[[ Data supplied open ]]
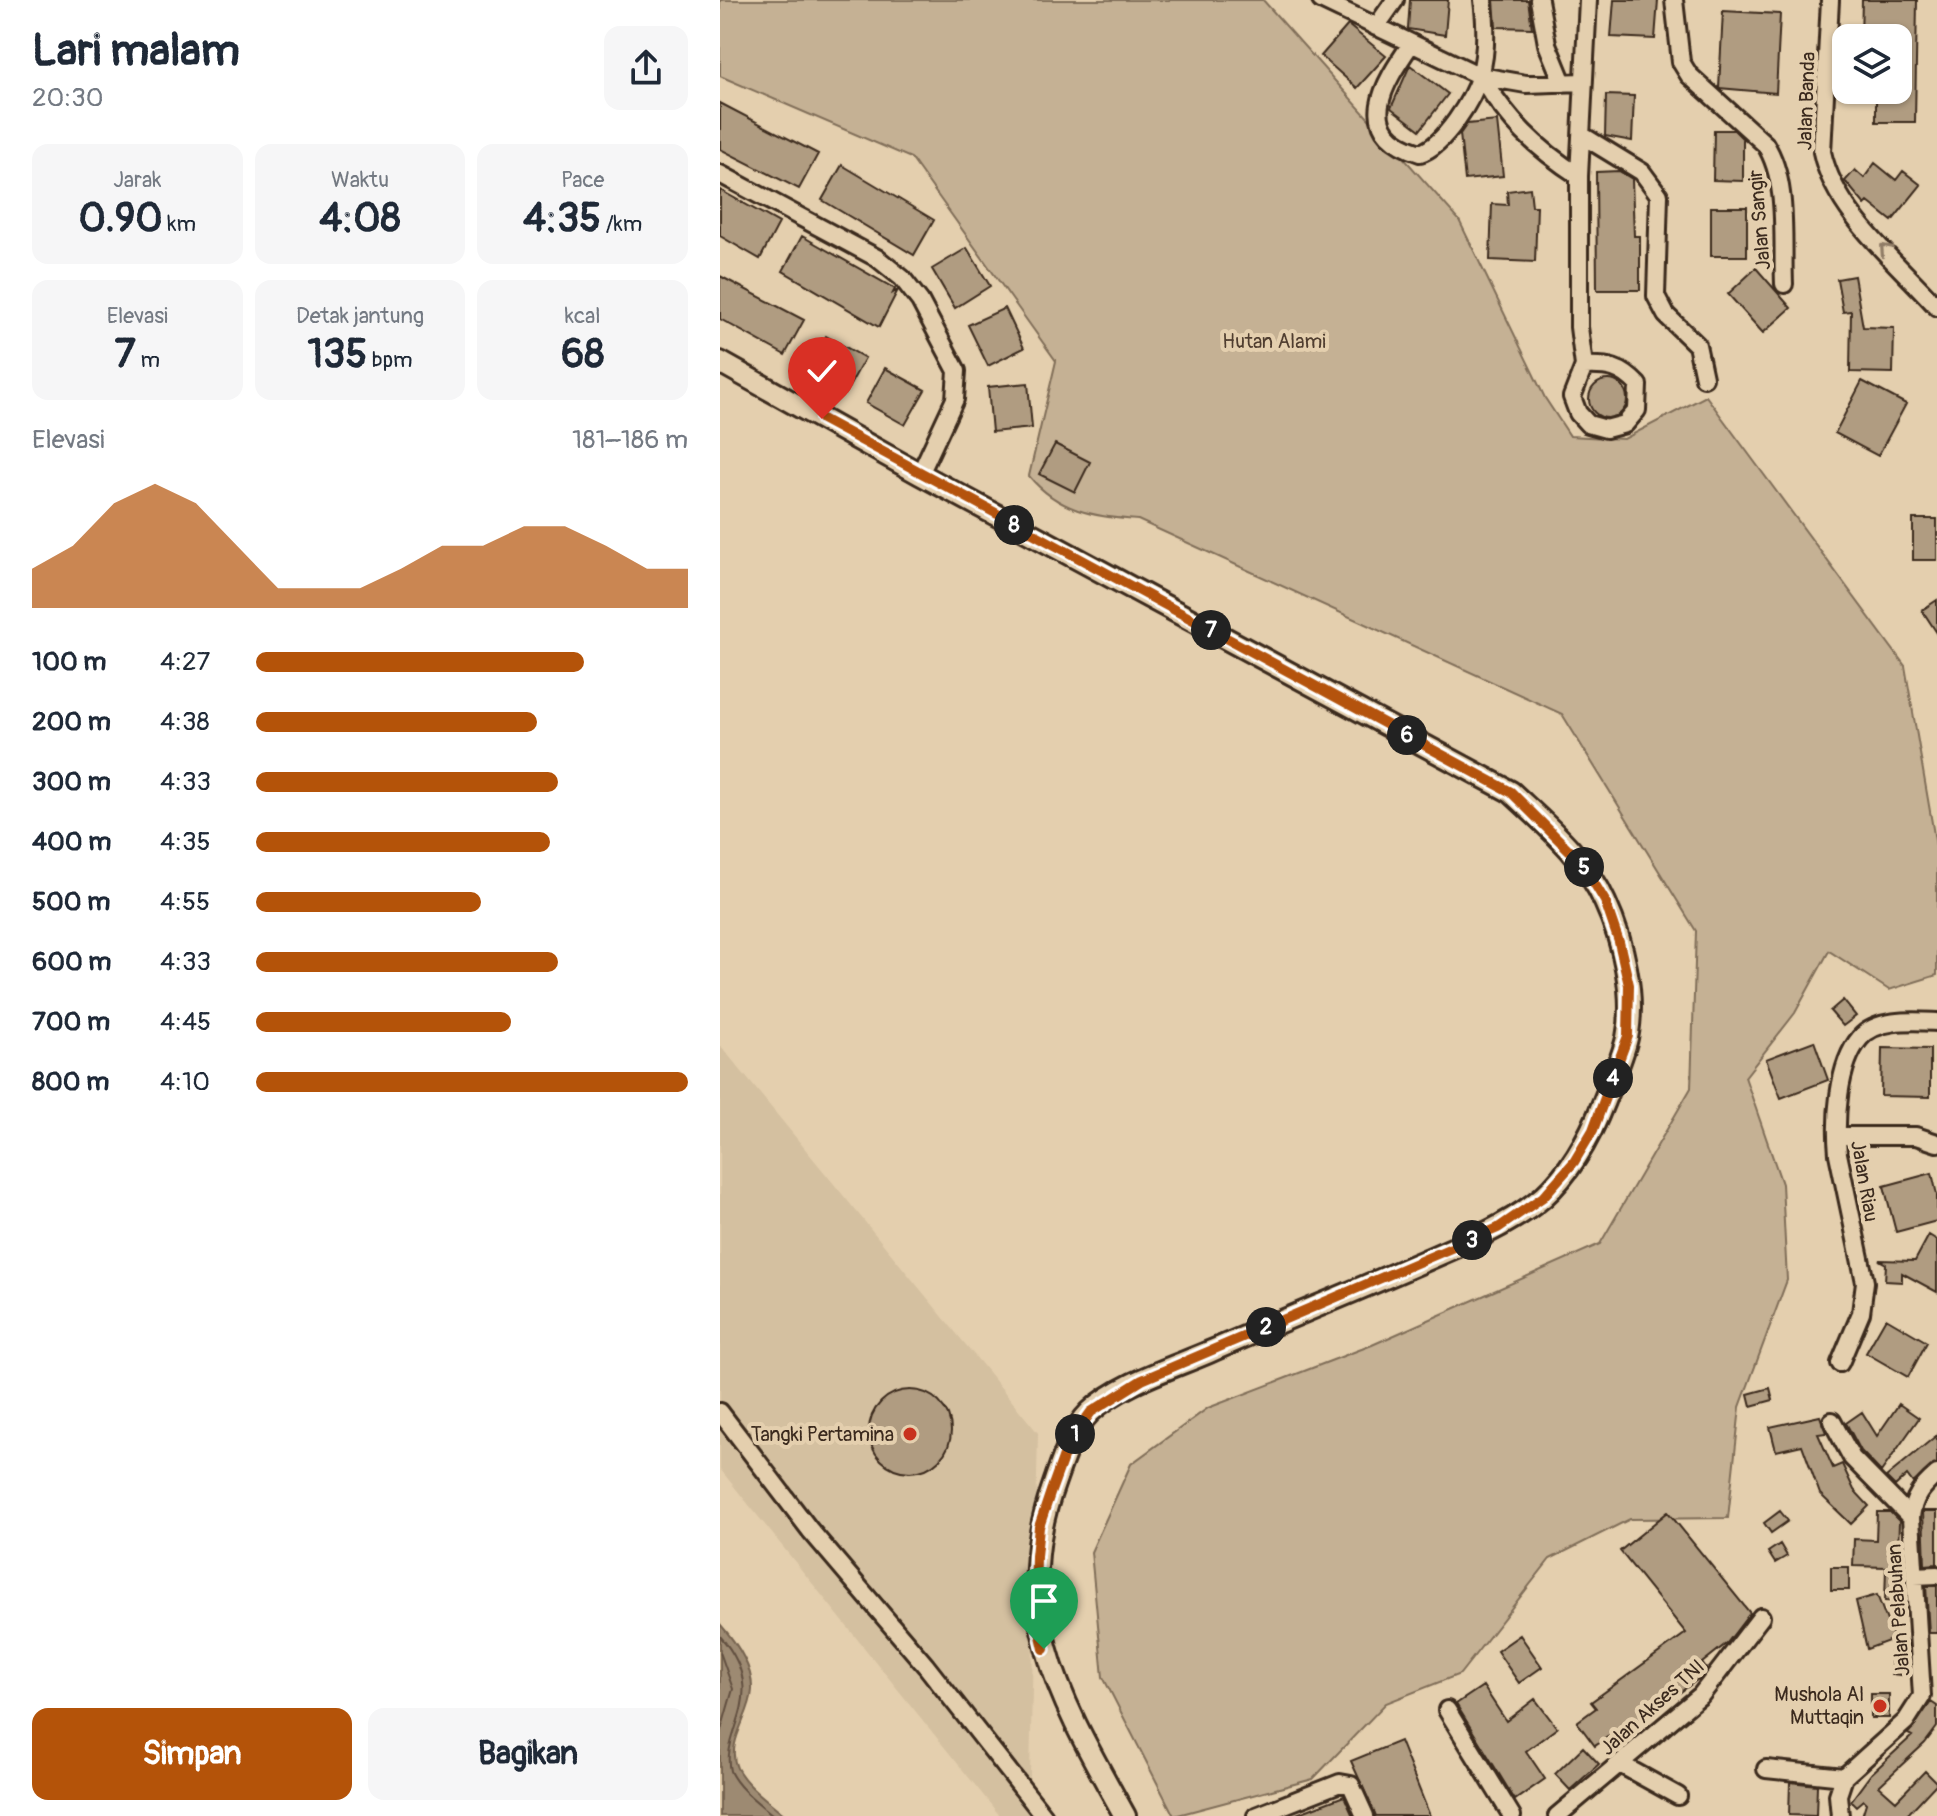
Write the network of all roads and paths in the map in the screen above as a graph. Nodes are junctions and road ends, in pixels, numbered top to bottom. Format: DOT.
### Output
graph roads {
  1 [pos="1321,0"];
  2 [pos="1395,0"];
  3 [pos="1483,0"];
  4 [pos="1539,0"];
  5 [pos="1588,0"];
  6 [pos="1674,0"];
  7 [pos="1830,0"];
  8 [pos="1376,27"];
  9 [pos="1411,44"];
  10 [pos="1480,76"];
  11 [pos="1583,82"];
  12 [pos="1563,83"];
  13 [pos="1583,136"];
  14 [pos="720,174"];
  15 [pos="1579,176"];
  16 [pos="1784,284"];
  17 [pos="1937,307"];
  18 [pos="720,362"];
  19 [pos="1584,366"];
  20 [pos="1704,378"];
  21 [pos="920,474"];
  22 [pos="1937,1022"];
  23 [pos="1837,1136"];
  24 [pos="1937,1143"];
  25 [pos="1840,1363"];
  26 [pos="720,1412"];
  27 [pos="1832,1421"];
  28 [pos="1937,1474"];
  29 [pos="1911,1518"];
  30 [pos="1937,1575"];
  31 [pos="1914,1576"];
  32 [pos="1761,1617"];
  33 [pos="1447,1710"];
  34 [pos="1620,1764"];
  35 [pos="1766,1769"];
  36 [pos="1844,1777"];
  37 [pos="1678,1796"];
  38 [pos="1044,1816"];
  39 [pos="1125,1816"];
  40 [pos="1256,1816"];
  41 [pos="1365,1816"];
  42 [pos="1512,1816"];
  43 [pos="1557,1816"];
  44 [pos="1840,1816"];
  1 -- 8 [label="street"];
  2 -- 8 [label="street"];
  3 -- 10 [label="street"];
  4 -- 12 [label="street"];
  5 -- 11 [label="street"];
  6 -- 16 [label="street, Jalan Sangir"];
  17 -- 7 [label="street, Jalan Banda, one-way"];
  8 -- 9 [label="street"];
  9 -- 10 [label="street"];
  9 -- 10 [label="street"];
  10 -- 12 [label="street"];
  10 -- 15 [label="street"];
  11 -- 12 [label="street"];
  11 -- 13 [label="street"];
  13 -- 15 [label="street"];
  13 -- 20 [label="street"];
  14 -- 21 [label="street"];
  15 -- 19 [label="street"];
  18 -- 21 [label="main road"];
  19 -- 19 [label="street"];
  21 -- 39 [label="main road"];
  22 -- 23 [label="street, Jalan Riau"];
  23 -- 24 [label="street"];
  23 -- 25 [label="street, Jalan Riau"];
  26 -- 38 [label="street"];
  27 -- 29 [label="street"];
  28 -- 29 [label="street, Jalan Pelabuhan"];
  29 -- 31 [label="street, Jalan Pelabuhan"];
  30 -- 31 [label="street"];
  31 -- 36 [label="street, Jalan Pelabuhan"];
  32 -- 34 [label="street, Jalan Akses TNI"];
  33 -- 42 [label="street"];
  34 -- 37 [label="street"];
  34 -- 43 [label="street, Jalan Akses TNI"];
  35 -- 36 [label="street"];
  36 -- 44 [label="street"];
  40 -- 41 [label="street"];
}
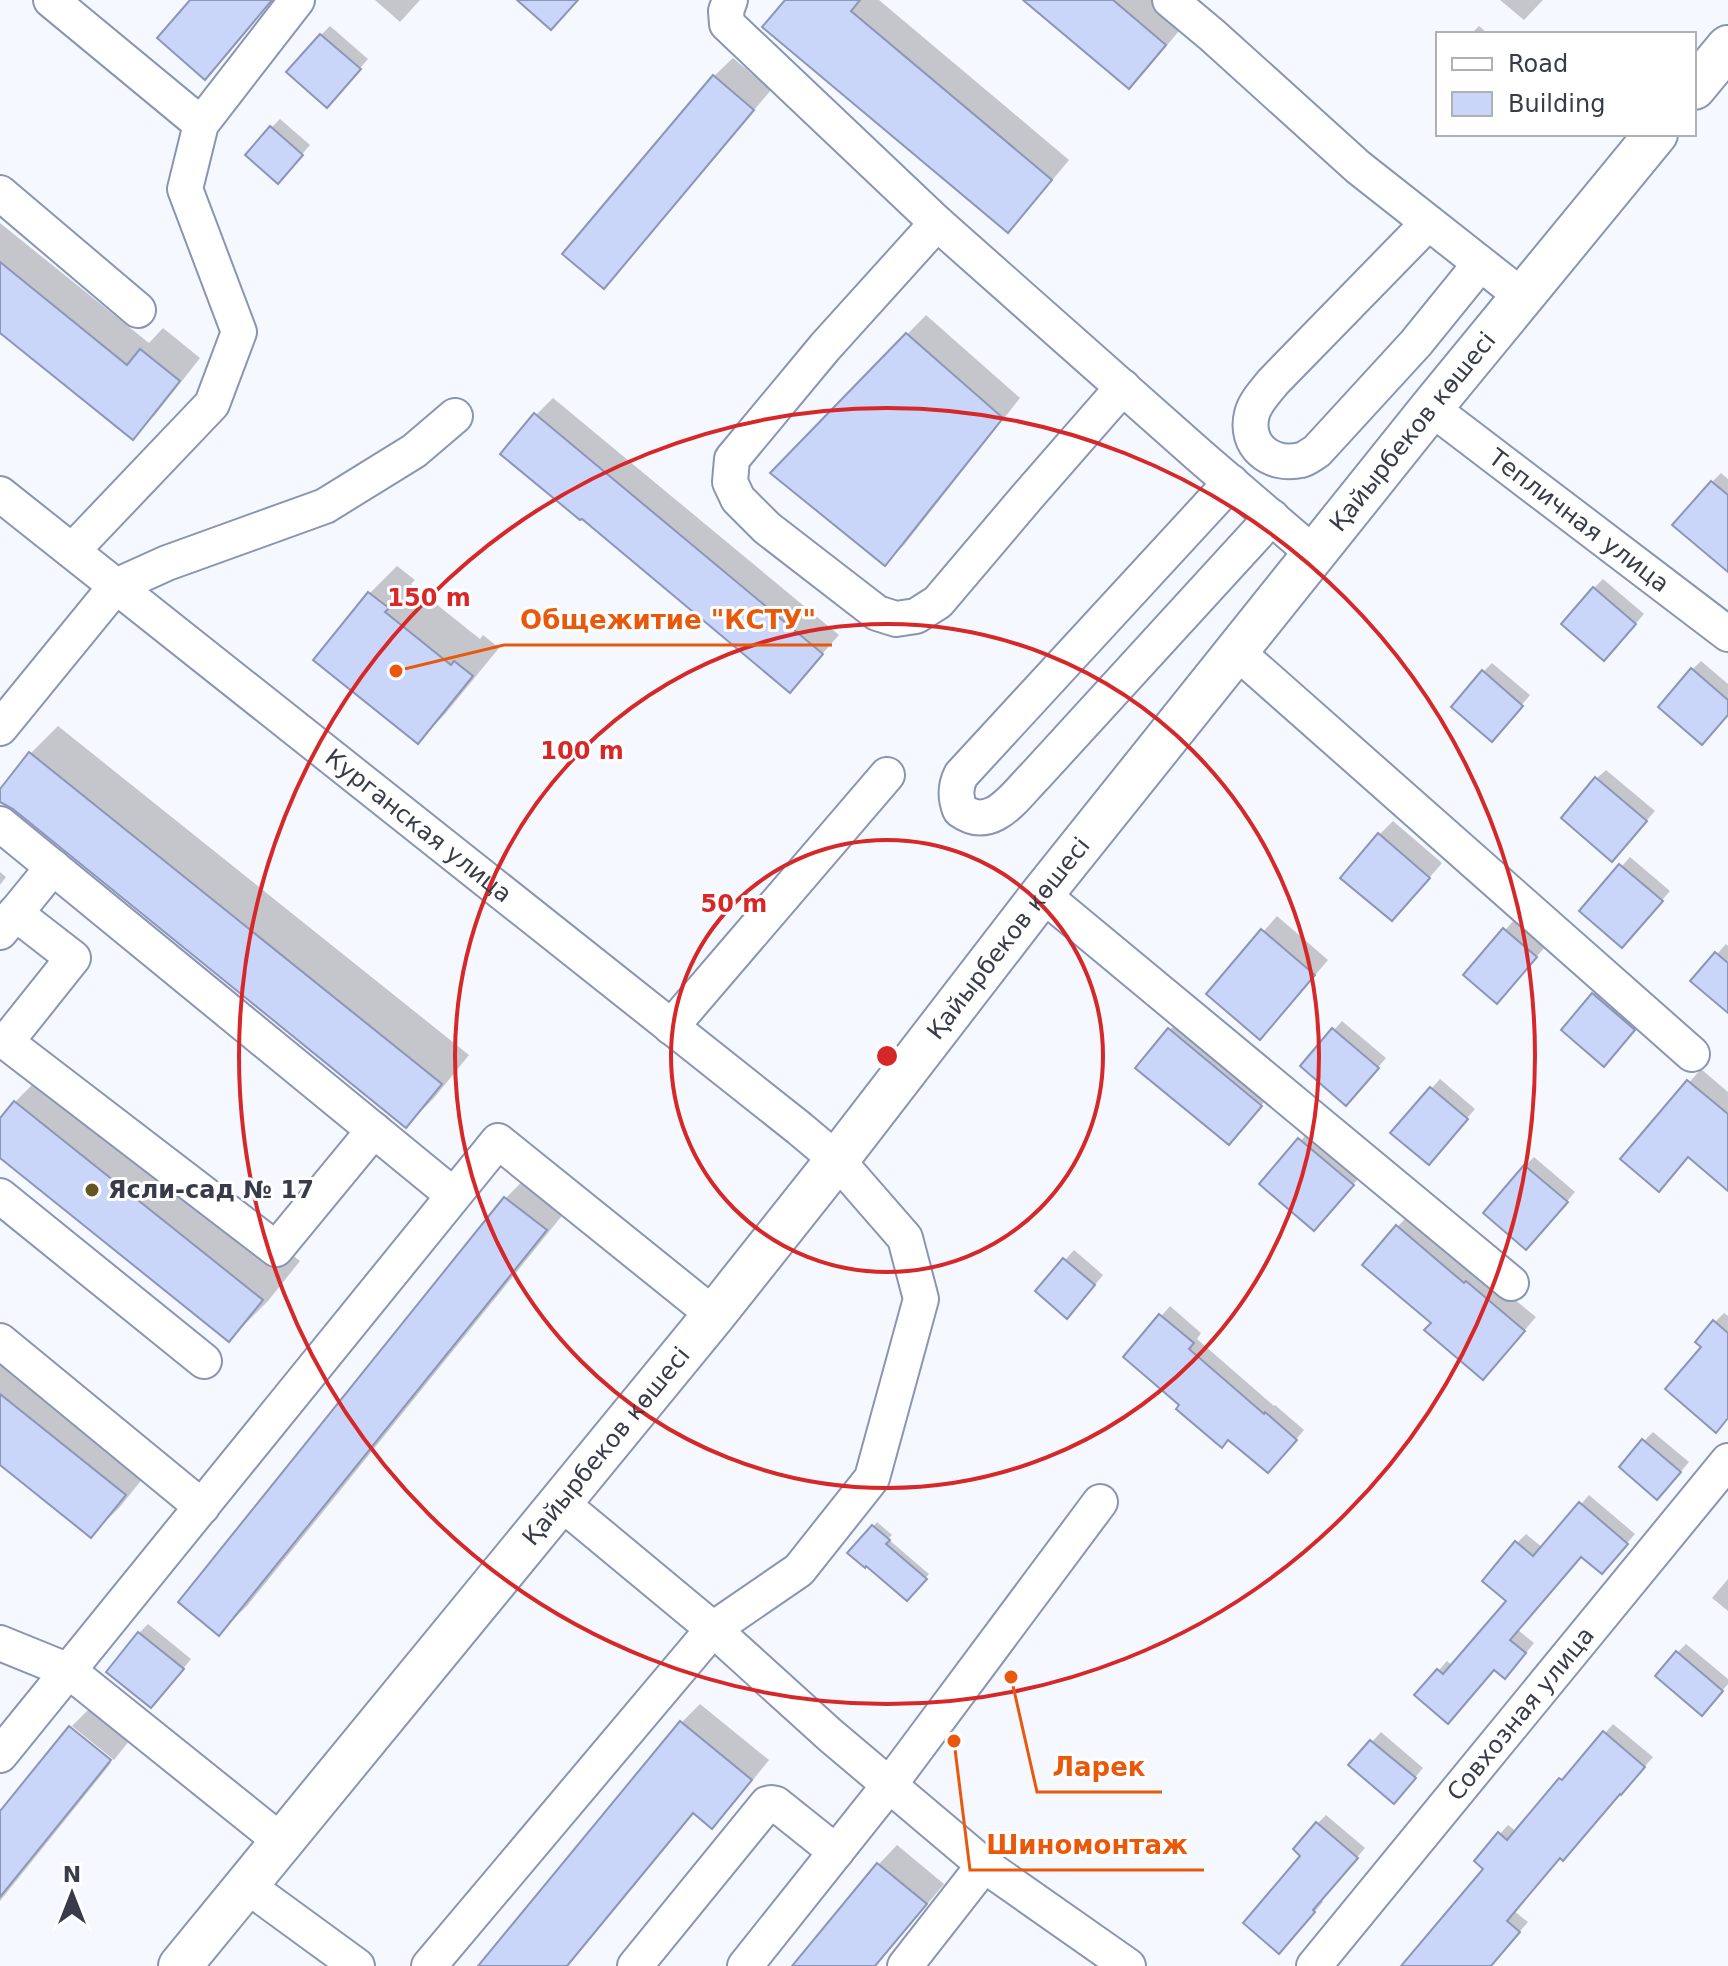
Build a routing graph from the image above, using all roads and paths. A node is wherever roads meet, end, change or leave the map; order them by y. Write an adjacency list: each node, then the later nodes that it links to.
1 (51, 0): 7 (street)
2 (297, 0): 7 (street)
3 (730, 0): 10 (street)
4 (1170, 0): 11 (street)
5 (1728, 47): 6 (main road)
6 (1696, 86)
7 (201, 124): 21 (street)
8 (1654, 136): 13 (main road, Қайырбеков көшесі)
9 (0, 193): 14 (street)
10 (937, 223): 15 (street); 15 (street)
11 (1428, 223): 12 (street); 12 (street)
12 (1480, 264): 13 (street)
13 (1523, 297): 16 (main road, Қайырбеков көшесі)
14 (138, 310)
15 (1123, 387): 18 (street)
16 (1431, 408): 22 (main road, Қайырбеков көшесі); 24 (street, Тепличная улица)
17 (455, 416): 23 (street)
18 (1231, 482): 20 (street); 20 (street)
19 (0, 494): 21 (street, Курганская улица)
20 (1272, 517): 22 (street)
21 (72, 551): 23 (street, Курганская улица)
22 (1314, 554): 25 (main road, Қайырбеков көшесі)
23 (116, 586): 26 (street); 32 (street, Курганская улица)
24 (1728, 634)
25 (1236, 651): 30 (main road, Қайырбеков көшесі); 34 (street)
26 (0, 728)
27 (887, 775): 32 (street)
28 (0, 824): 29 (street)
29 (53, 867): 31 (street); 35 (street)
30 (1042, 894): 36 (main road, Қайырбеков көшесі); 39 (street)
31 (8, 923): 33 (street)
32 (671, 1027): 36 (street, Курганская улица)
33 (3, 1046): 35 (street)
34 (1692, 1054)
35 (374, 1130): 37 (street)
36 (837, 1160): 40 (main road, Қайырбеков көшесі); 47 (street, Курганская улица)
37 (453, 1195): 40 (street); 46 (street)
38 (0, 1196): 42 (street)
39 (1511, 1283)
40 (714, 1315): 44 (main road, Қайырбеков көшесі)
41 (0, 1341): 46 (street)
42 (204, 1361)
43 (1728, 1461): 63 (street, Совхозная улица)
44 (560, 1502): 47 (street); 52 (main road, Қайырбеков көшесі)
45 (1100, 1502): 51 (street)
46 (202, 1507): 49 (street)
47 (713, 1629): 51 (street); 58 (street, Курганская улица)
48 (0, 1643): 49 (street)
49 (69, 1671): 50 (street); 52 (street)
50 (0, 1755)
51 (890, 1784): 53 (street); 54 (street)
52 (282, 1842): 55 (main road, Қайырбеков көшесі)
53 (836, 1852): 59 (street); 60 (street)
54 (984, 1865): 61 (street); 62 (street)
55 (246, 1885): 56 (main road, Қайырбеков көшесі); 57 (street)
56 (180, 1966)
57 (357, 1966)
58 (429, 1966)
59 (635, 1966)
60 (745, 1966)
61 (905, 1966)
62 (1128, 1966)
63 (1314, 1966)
[[ Data supplied closed ]]
=== What you are asked to do ===
Find all the lines containing "Қайырбеков" in the material, then copy them.

=== Response to the task ===
8 (1654, 136): 13 (main road, Қайырбеков көшесі)
13 (1523, 297): 16 (main road, Қайырбеков көшесі)
16 (1431, 408): 22 (main road, Қайырбеков көшесі); 24 (street, Тепличная улица)
22 (1314, 554): 25 (main road, Қайырбеков көшесі)
25 (1236, 651): 30 (main road, Қайырбеков көшесі); 34 (street)
30 (1042, 894): 36 (main road, Қайырбеков көшесі); 39 (street)
36 (837, 1160): 40 (main road, Қайырбеков көшесі); 47 (street, Курганская улица)
40 (714, 1315): 44 (main road, Қайырбеков көшесі)
44 (560, 1502): 47 (street); 52 (main road, Қайырбеков көшесі)
52 (282, 1842): 55 (main road, Қайырбеков көшесі)
55 (246, 1885): 56 (main road, Қайырбеков көшесі); 57 (street)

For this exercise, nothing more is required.